Agents working for the Australian Federal Police have their personal information exposed in Colombian data leak

October 17, 2022 |

One of the most challenging issues for any organisation is securing information they have collected which has been provided to a third party.  It makes financial sense for data to be processed overseas and call centres for Australian companies on the subcontinent and Asia are ubiquitous.  Under the Australian Privacy Principle 8, Cross Border disclosure of personal information, organisations covered by the Privacy Act must take “reasonable steps” to ensure that personal information disclosed to overseas entities do not breach the Australian Privacy Principles. More particularly an organisation or government agency that does disclose personal information is liable for the breach of the Australian Privacy Principles by an overseas entity handling that information.

The Australian Federal Police is an APP entity under the Act.

It appears that information about agents engaged by the Australian Federal Police overseas, have been stolen from the Colombian Government in a cyber attack.  That information includes the identities of the agents. Given the murder rate in Colombia is three times that of the United States and drug cartels still operate in that part of Latin America the safety of those agents is more important that a possible breach of the Privacy Act.  There would be a real issue about whether there was a breach of the Privacy Act in any event.  The exemptions for law enforcement are extensive and the facts here are thin on the ground.

The article provides:

Identities of secret agents working for the Australian Federal Police (AFP) have been exposed after hackers leaked documents stolen from the Colombian government.

The leak comes from a hacktivist group called Guacamaya and includes more than five terabytes of classified data, including emails, documents, and methods AFP agents were using to stop drug cartels from running their business in Australia.

Details exposed this way are from 35 AFP operations, some of them still active, and also include surveillance reports from agents, phone tap recordings, and payroll data for Colombian officers.

The AFP is not the only law enforcement agency collaborating with the Colombian government so police agencies from other countries are likely to be affected.

AFP confirmed the exposure to ‘The Sydney Morning Herald’ sharing the following statement:

The AFP is concerned about possible breaches of operational security as a consequence of this data compromise.

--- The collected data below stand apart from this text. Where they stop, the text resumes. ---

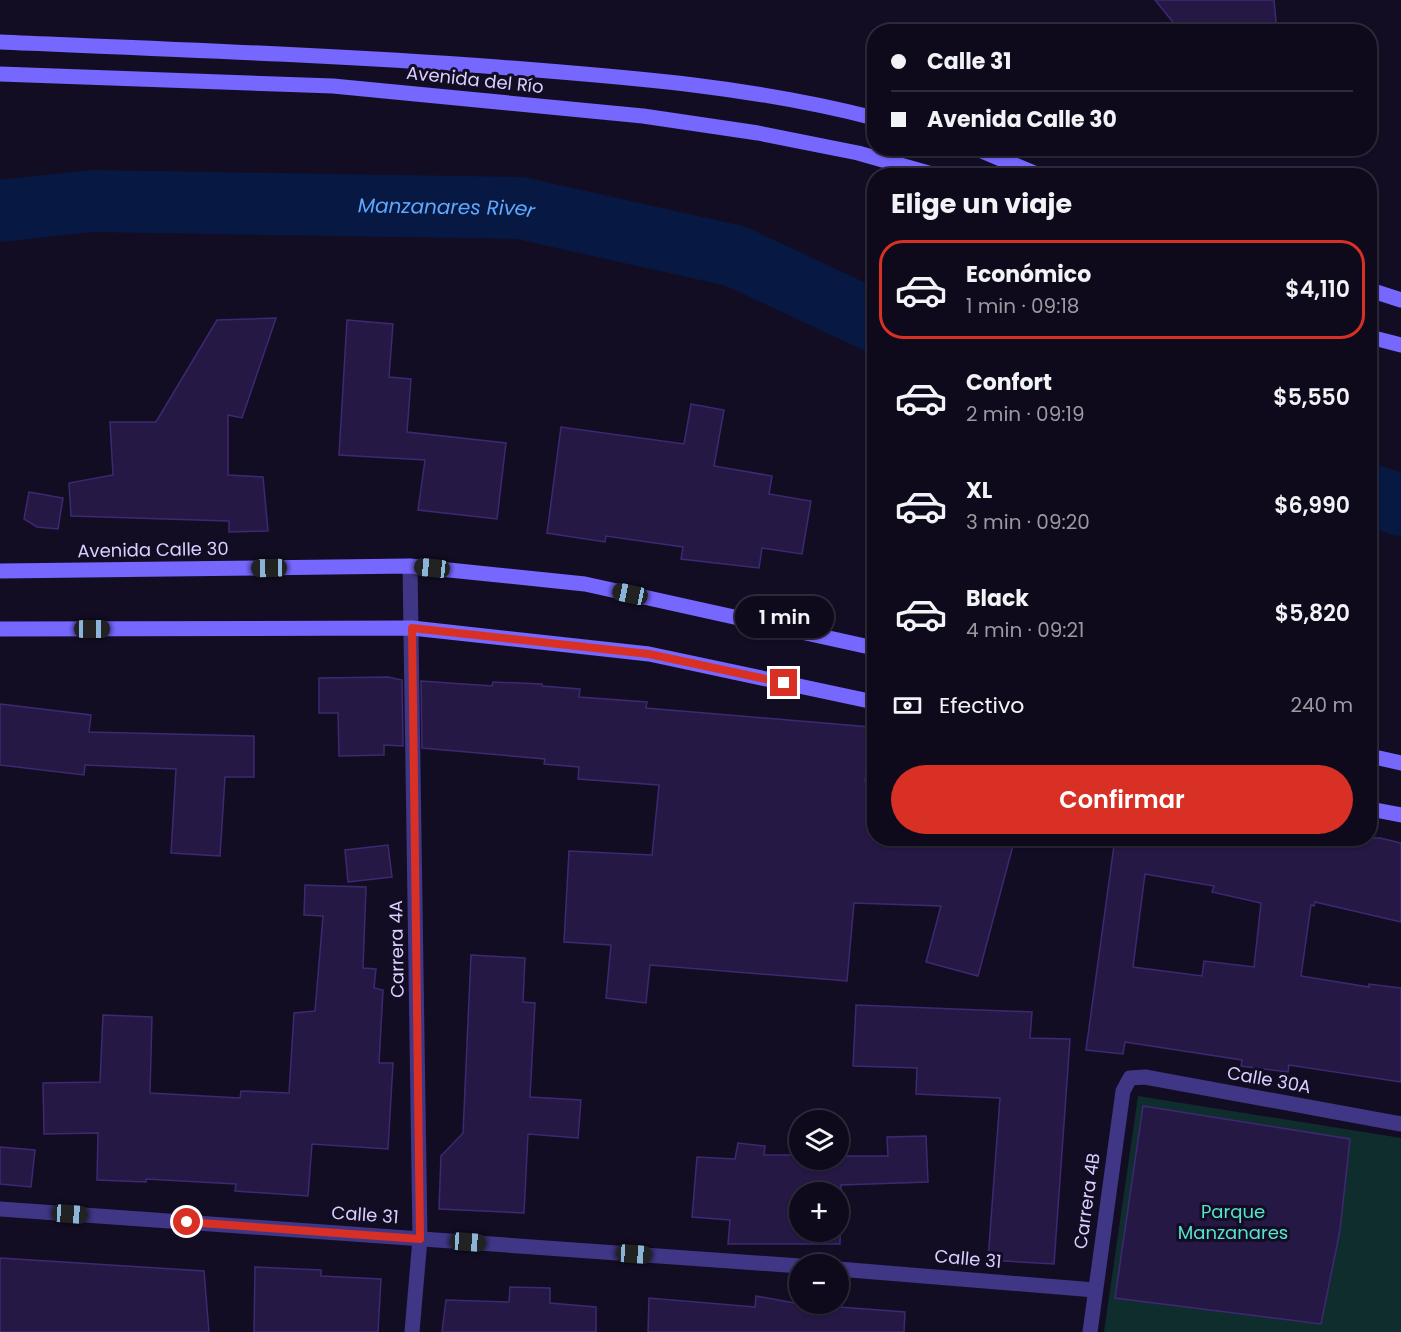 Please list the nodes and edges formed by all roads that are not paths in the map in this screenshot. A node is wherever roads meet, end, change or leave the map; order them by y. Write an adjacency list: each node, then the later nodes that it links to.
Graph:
1 (0, 42): 3 (main road, Avenida del Río)
2 (0, 74): 4 (main road, Avenida del Río)
3 (867, 117)
4 (867, 156)
5 (869, 156): 7 (main road, Avenida del Río)
6 (994, 156): 8 (main road)
7 (911, 168)
8 (1022, 168)
9 (1377, 292): 10 (main road)
10 (1401, 300)
11 (1377, 339): 12 (main road)
12 (1401, 345)
13 (0, 561): 16 (main road)
14 (410, 566): 16 (main road, Avenida Calle 30); 17 (street, Carrera 4A); 19 (main road, Avenida Calle 30)
15 (0, 571): 16 (main road, Avenida Calle 30)
16 (34, 571)
17 (412, 628): 18 (main road); 20 (main road); 28 (street, Carrera 4A)
18 (0, 629)
19 (867, 646)
20 (867, 701)
21 (1377, 758): 22 (main road)
22 (1401, 763)
23 (1377, 810): 24 (main road)
24 (1401, 815)
25 (1130, 1078): 26 (street, Calle 30A); 31 (street, Carrera 4B)
26 (1401, 1124)
27 (0, 1209): 28 (street, Calle 31)
28 (420, 1239): 29 (street, Calle 31); 32 (street, Carrera 4A)
29 (789, 1265)
30 (849, 1270): 31 (street, Calle 31)
31 (1095, 1290): 33 (street, Carrera 4B)
32 (412, 1332)
33 (1090, 1332) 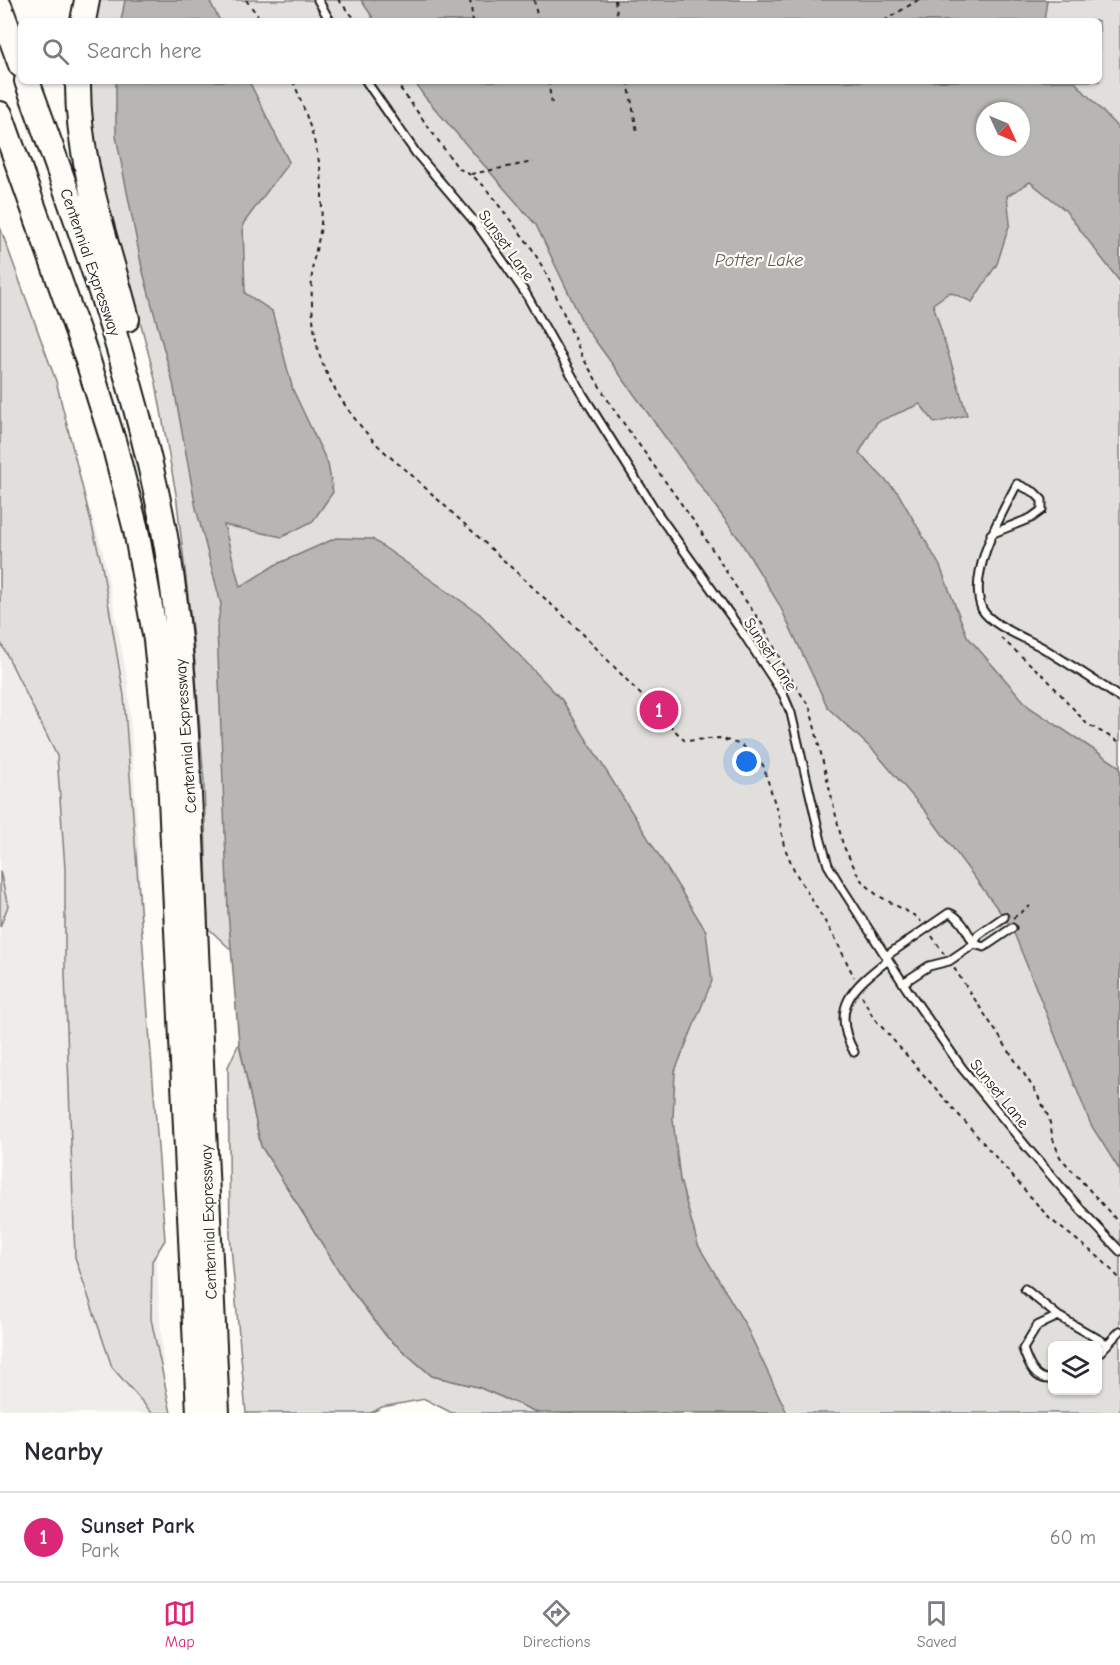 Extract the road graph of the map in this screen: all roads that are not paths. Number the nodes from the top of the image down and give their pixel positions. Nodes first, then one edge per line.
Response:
1 (87, 0) edge
2 (318, 0) edge
3 (0, 8) edge
4 (84, 18) edge
5 (328, 18) edge
6 (18, 57) edge
7 (28, 84) edge
8 (78, 84) edge
9 (368, 84) edge
10 (0, 114) edge
11 (0, 153) edge
12 (58, 275) junction
13 (156, 490) junction
14 (991, 534) junction
15 (1120, 698) edge
16 (1004, 917) dead end
17 (1012, 928) dead end
18 (974, 944) junction
19 (887, 958) junction
20 (903, 983) junction
21 (854, 1052) dead end
22 (1120, 1251) edge
23 (1025, 1289) dead end
24 (1058, 1316) junction
25 (1120, 1331) edge
26 (1107, 1344) junction
27 (1102, 1350) edge
28 (1048, 1380) edge
29 (199, 1413) edge
30 (217, 1413) edge

1 - 4 highway
2 - 5 lane
3 - 6 highway
7 - 13 highway, Centennial Expressway
8 - 13 highway
9 - 19 lane, Sunset Lane
10 - 12 highway, Centennial Expressway
11 - 12 highway
12 - 29 highway, Centennial Expressway
13 - 30 highway, Centennial Expressway
14 - 14 lane
14 - 15 lane
16 - 18 lane
17 - 18 lane
18 - 19 lane
18 - 20 lane
19 - 20 lane, Sunset Lane
19 - 21 lane
20 - 22 lane, Sunset Lane
23 - 24 lane
24 - 26 lane
24 - 28 lane
25 - 26 lane
26 - 27 lane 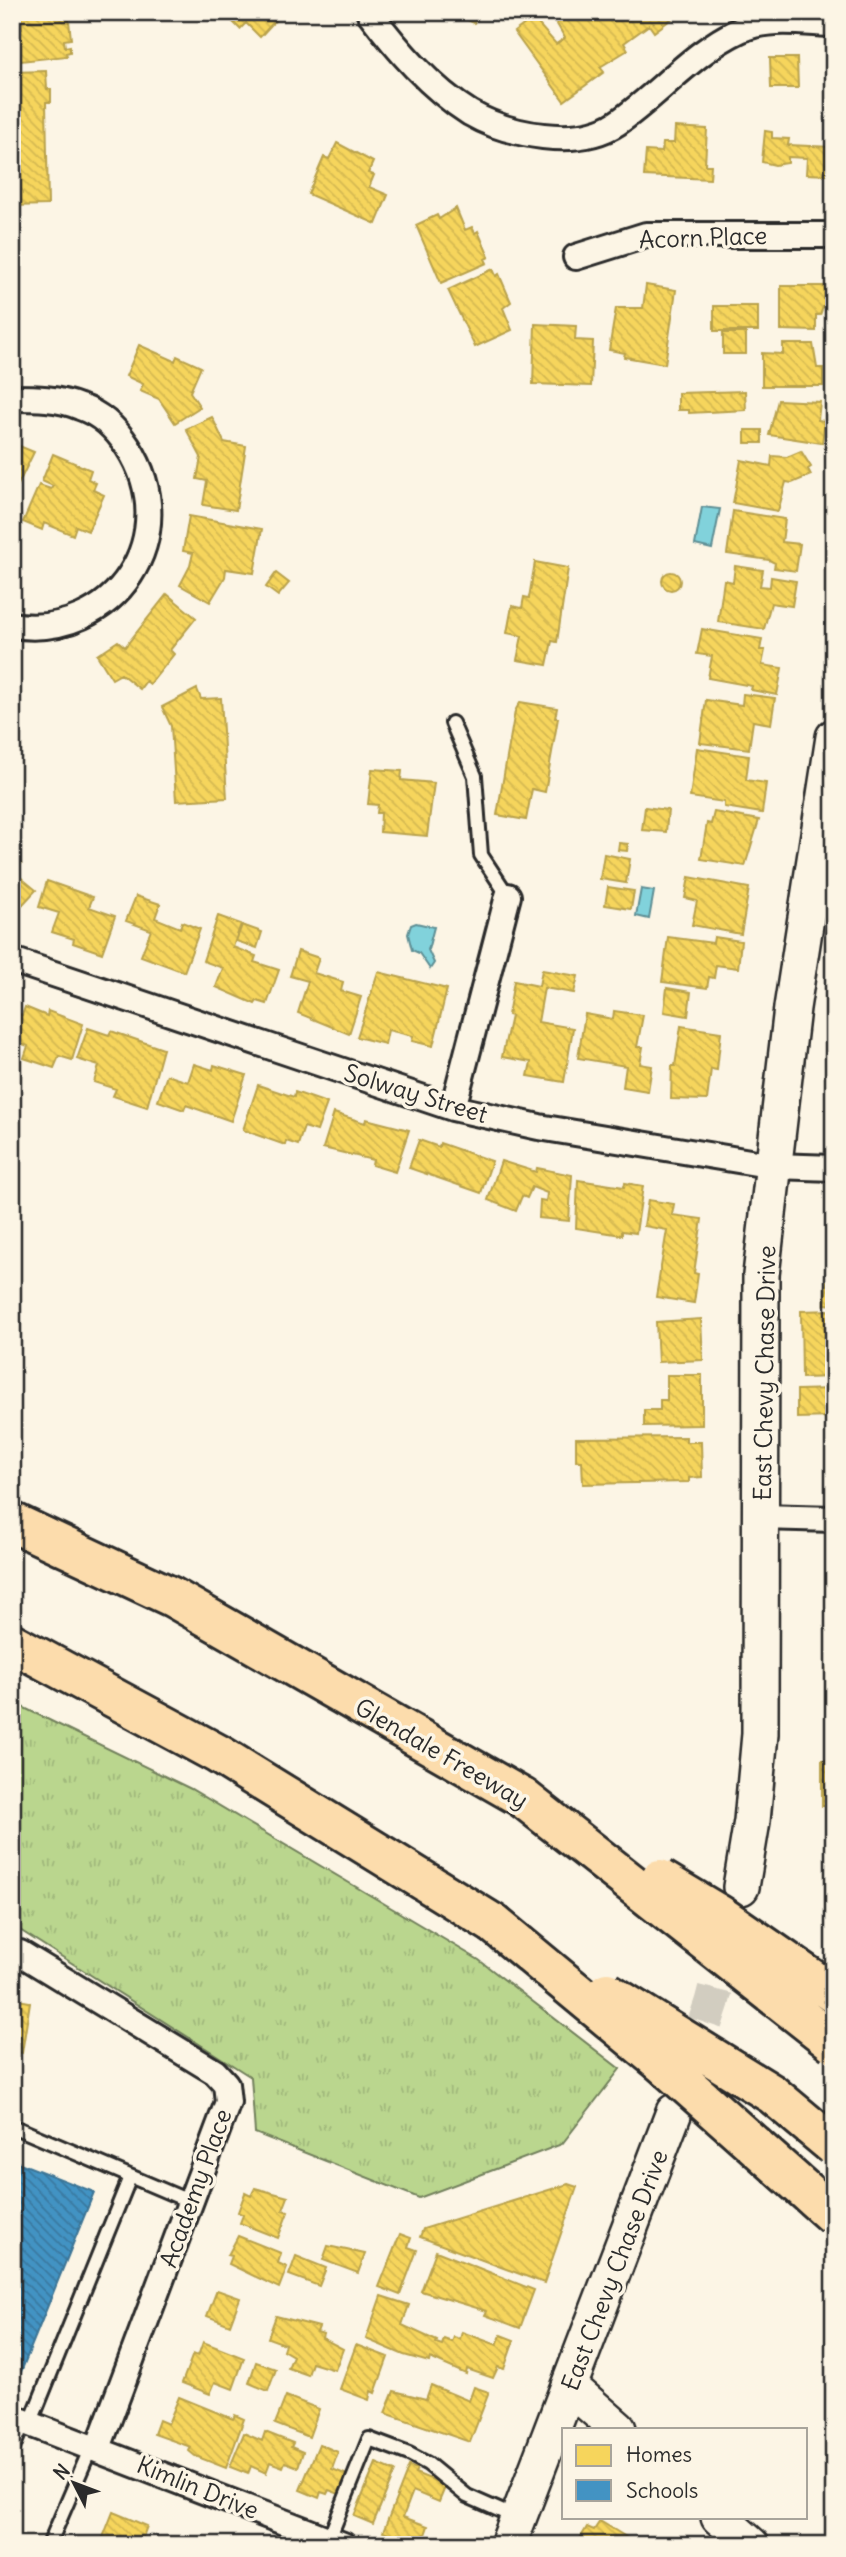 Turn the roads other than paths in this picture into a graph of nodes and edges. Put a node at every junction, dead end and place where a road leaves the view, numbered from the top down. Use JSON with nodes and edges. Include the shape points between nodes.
{"nodes":[{"id":1,"x":369,"y":12,"type":"edge"},
{"id":2,"x":834,"y":24,"type":"edge"},
{"id":3,"x":834,"y":235,"type":"edge"},
{"id":4,"x":576,"y":257,"type":"dead end"},
{"id":5,"x":12,"y":398,"type":"edge"},
{"id":6,"x":12,"y":625,"type":"edge"},
{"id":7,"x":452,"y":723,"type":"dead end"},
{"id":8,"x":834,"y":737,"type":"edge"},
{"id":9,"x":508,"y":896,"type":"joint"},
{"id":10,"x":12,"y":960,"type":"edge"},
{"id":11,"x":453,"y":1108,"type":"junction"},
{"id":12,"x":774,"y":1166,"type":"junction"},
{"id":13,"x":834,"y":1168,"type":"edge"},
{"id":14,"x":761,"y":1517,"type":"junction"},
{"id":15,"x":834,"y":1519,"type":"edge"},
{"id":16,"x":12,"y":1522,"type":"edge"},
{"id":17,"x":12,"y":1643,"type":"edge"},
{"id":18,"x":523,"y":1798,"type":"junction"},
{"id":19,"x":741,"y":1887,"type":"dead end"},
{"id":20,"x":494,"y":1924,"type":"junction"},
{"id":21,"x":12,"y":1953,"type":"edge"},
{"id":22,"x":834,"y":1994,"type":"edge"},
{"id":23,"x":834,"y":2043,"type":"edge"},
{"id":24,"x":674,"y":2112,"type":"dead end"},
{"id":25,"x":12,"y":2126,"type":"edge"},
{"id":26,"x":834,"y":2146,"type":"edge"},
{"id":27,"x":130,"y":2177,"type":"junction"},
{"id":28,"x":191,"y":2202,"type":"junction"},
{"id":29,"x":834,"y":2216,"type":"edge"},
{"id":30,"x":569,"y":2386,"type":"junction"},
{"id":31,"x":22,"y":2421,"type":"edge"},
{"id":32,"x":617,"y":2428,"type":"edge"},
{"id":33,"x":95,"y":2447,"type":"junction"},
{"id":34,"x":12,"y":2451,"type":"edge"},
{"id":35,"x":720,"y":2518,"type":"edge"},
{"id":36,"x":515,"y":2536,"type":"edge"},
{"id":37,"x":336,"y":2542,"type":"edge"},
{"id":38,"x":49,"y":2545,"type":"edge"},
{"id":39,"x":751,"y":2545,"type":"edge"}],
"edges":[{"from":1,"to":2,"type":"street","via":[[427,79],[471,113],[524,133],[563,139],[615,124],[683,68],[739,30],[768,22]]},
{"from":3,"to":4,"type":"street","name":"Acorn Place","via":[[637,236]]},
{"from":5,"to":6,"type":"street","via":[[60,401],[101,418],[120,435],[134,456],[149,502],[149,527],[134,571],[98,608],[50,626]]},
{"from":7,"to":9,"type":"lane","via":[[475,776],[481,855]]},
{"from":8,"to":12,"type":"main road","name":"East Chevy Chase Drive","via":[[792,1008]]},
{"from":9,"to":11,"type":"street"},
{"from":10,"to":11,"type":"street","name":"Solway Street"},
{"from":11,"to":12,"type":"street","name":"Solway Street"},
{"from":12,"to":13,"type":"street","name":"Solway Street"},
{"from":12,"to":14,"type":"main road","name":"East Chevy Chase Drive","via":[[761,1275]]},
{"from":14,"to":15,"type":"street"},
{"from":14,"to":19,"type":"main road","name":"East Chevy Chase Drive","via":[[760,1734]]},
{"from":16,"to":18,"type":"highway","name":"Glendale Freeway","via":[[172,1597]]},
{"from":17,"to":20,"type":"highway","via":[[218,1754]]},
{"from":18,"to":22,"type":"highway","bridge":true,"via":[[720,1914]]},
{"from":18,"to":23,"type":"highway","name":"Glendale Freeway","bridge":true},
{"from":20,"to":26,"type":"highway","bridge":true,"via":[[772,2094]]},
{"from":20,"to":29,"type":"highway","bridge":true,"via":[[663,2063]]},
{"from":21,"to":28,"type":"street","name":"Academy Place","via":[[20,1953],[226,2084],[228,2102]]},
{"from":24,"to":30,"type":"main road","name":"East Chevy Chase Drive"},
{"from":25,"to":27,"type":"lane"},
{"from":27,"to":28,"type":"lane"},
{"from":27,"to":31,"type":"lane"},
{"from":28,"to":33,"type":"street","name":"Academy Place"},
{"from":30,"to":32,"type":"main road"},
{"from":30,"to":36,"type":"main road","name":"East Chevy Chase Drive"},
{"from":31,"to":33,"type":"street","name":"Kimlin Drive"},
{"from":31,"to":34,"type":"lane"},
{"from":33,"to":37,"type":"street","name":"Kimlin Drive"},
{"from":33,"to":38,"type":"lane"},
{"from":35,"to":39,"type":"main road"},
{"from":36,"to":37,"type":"lane","via":[[428,2464],[369,2439]]}]}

The AFP is working with our partners in impacted regions to mitigate any potential threats to the safety of people, or ongoing investigations.

Guacamaya hackers

Guacamaya describes itself as a hacktivist group fighting against repressive and corrupt regimes in Latin America.

In September, Guacamaya announced they had victimized multiple Latin American state, military, and law enforcement agencies and shared the data with a whistleblower news site.

The site shared data samples with the wider public and provided the entire collection only to journalists. However, there is no way to verify if the hackers distributed the leak with other parties.

Among the victims are the Chilean Armed Forces, the Peruvian Army, the Joint Command of the Armed Forces of Peru, the Armed Forces of El Salvador, the National Civil Police of El Salvador, the Secretariat of National Defense of Mexico, and the General Command of the Military Forces of Colombia.

The hack that compromised AFP targeted the Office of the Attorney General of Colombia, an AFP partner that enabled carrying out undercover operations in Australia to fight drug trafficking and importation channels in the country.